Legami di separazione
In questo scarto colgo una separazione e un legame. Lego me stesso all’altro, legandomi a quel che sento proprio e non è proprio, resta improprio. Qualcosa che capisco dentro me stesso quando dialogo, quando cerco un legame dentro me stesso, sentendo una separazione, dentro. Siamo vita e abbiamo vita. Questa la separazione che ogni legame mantiene e fa sentire. Siamo vita come viventi e abbiamo vita come esistenti. La vita che siamo ci è impropria, è la stessa di ogni altro vivente.
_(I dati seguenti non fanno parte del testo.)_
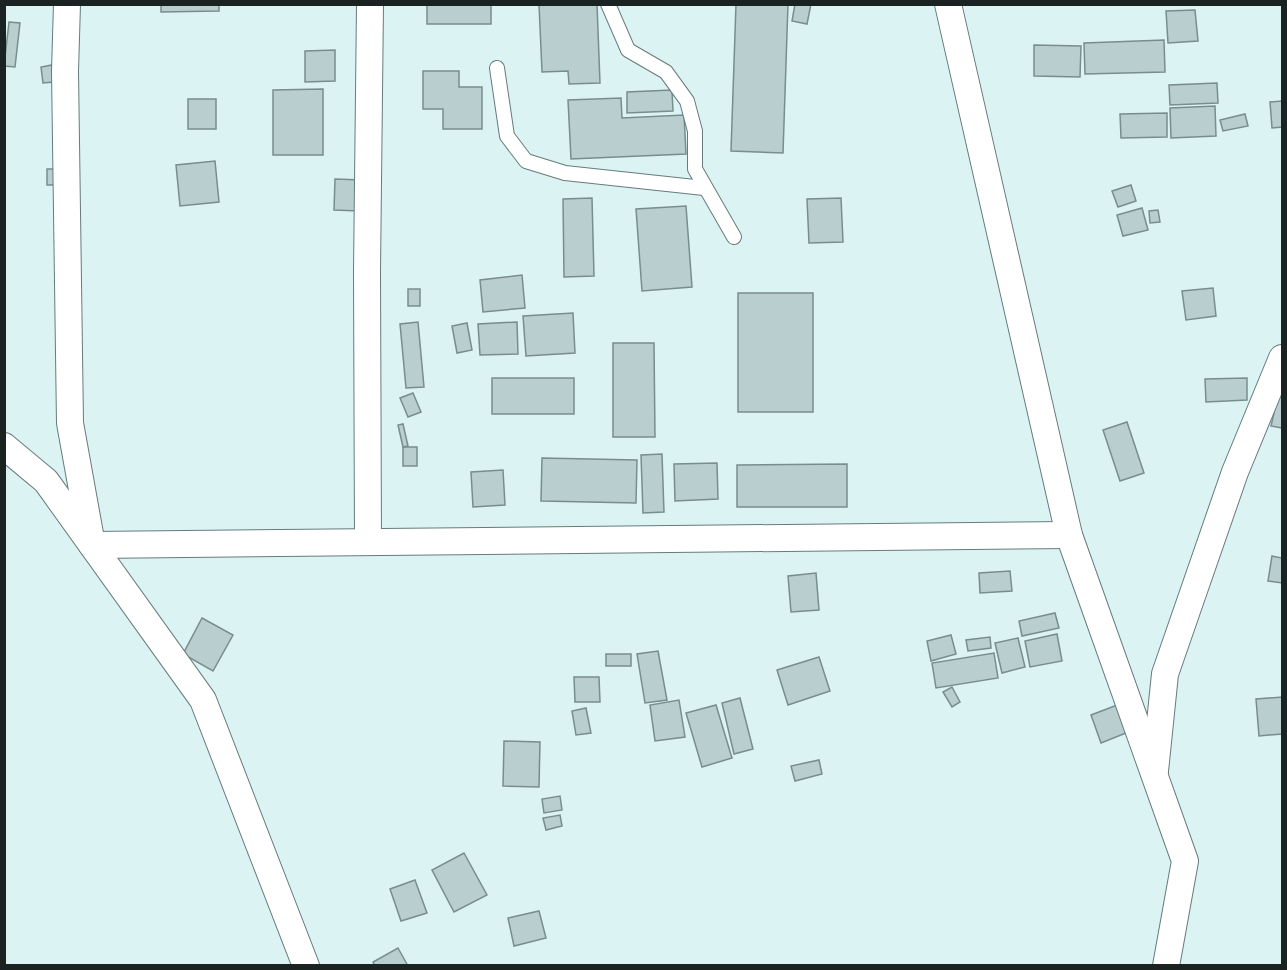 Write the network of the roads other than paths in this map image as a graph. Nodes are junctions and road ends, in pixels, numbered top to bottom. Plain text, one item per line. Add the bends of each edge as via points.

La che abbiamo invece è nostro, propria, sono le nostre scelte, i progetti, le cose che ci procuriamo. Ci sono due forme di cura che si avvicendano in questa separazione. Ogni lingua europea la sostiene, il greco dice “zoe” e “bios”. In italiano si dice “vita” ed “esistenza”. Non sempre stanno insieme, se non per un legame, per la persona che amiamo, per la quale diciamo “sei tutta la mia vita” e che ci “riempie” l’esistenza di vita e senza sentiamo che resta vuota. La felicità è l’esistenza piena di vita. La sentiamo in ogni legame che ci restituisce la vita e il mondo insieme. Ogni legame è significante di quello più importante che lega la vita all’esistenza. Ne fa sentire la prossimità. Sono i legami di prossimità che significano quello più importante di esistenza e vita in ognuno. Ogni legame dice di una separazione. Ogni prossimità dice della presenza dell’altro, di un’altra, di altro. Così come si è prossimi a un altro mondo nella prossimità di un altro che viene, di un’altra.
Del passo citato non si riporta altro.